● **How to complete this task**
Treat the line containing "Digitize the connectivity" as the last one, and return every line exactly from the first line of the material below up to it.

● **Records provided**
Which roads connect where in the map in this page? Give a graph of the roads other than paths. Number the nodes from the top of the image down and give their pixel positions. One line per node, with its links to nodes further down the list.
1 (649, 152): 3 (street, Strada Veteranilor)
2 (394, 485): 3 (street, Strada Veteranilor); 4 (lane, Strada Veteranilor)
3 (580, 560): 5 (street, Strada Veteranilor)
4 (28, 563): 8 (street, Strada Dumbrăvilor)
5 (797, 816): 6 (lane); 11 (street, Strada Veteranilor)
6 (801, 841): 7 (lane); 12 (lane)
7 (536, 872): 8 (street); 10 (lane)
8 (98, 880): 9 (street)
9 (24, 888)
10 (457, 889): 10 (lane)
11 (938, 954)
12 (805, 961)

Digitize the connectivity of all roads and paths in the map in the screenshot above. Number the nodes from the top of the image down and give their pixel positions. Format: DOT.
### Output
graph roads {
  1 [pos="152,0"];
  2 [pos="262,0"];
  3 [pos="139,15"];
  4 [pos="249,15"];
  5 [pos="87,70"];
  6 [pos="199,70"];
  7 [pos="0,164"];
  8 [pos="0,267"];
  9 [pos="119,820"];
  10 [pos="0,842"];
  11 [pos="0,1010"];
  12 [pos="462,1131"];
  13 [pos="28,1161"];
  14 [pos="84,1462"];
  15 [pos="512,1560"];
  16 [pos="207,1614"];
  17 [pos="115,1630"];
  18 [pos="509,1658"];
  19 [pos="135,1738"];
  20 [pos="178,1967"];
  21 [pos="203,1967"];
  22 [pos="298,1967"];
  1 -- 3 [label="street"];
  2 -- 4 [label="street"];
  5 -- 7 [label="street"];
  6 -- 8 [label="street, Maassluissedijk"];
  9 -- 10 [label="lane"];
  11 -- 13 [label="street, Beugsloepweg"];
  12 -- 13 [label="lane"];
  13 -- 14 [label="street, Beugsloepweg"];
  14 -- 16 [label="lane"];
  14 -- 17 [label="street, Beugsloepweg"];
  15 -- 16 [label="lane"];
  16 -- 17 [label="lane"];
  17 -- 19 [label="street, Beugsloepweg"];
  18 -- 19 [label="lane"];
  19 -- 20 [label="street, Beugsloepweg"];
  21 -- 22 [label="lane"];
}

● **The answer**
Which roads connect where in the map in this page? Give a graph of the roads other than paths. Number the nodes from the top of the image down and give their pixel positions. One line per node, with its links to nodes further down the list.
1 (649, 152): 3 (street, Strada Veteranilor)
2 (394, 485): 3 (street, Strada Veteranilor); 4 (lane, Strada Veteranilor)
3 (580, 560): 5 (street, Strada Veteranilor)
4 (28, 563): 8 (street, Strada Dumbrăvilor)
5 (797, 816): 6 (lane); 11 (street, Strada Veteranilor)
6 (801, 841): 7 (lane); 12 (lane)
7 (536, 872): 8 (street); 10 (lane)
8 (98, 880): 9 (street)
9 (24, 888)
10 (457, 889): 10 (lane)
11 (938, 954)
12 (805, 961)

Digitize the connectivity of all roads and paths in the map in the screenshot above. Number the nodes from the top of the image down and give their pixel positions. Format: DOT.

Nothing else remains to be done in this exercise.